Input for this task START

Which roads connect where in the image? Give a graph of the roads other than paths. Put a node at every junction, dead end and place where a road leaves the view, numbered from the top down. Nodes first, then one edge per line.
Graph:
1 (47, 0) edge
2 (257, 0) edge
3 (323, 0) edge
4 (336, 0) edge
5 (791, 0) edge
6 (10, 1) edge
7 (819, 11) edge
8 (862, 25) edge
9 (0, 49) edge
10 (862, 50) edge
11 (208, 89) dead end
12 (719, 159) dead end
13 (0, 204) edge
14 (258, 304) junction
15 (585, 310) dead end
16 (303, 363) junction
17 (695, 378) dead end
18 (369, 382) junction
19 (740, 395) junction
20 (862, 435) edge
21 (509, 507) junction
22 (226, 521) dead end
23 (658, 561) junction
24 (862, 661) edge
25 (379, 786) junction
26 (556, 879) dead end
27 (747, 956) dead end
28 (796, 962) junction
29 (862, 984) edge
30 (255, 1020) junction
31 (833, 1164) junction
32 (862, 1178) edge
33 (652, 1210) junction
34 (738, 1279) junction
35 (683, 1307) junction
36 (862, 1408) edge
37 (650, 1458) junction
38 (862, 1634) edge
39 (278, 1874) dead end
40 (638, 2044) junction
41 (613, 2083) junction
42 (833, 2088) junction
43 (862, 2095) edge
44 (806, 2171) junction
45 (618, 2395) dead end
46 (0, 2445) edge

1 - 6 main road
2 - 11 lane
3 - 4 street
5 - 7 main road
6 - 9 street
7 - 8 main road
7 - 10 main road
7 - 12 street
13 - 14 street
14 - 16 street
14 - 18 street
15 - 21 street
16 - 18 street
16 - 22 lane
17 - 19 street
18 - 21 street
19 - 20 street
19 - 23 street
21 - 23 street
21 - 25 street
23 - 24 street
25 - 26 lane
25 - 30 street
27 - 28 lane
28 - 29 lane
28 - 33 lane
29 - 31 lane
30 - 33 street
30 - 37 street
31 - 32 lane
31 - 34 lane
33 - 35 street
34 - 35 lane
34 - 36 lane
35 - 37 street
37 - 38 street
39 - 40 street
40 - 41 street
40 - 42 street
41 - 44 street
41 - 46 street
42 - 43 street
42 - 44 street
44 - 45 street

Input for this task END

Please determine how many lines in the entries contain the word "main" and answer with the number alone.

→ Solution to this problem
4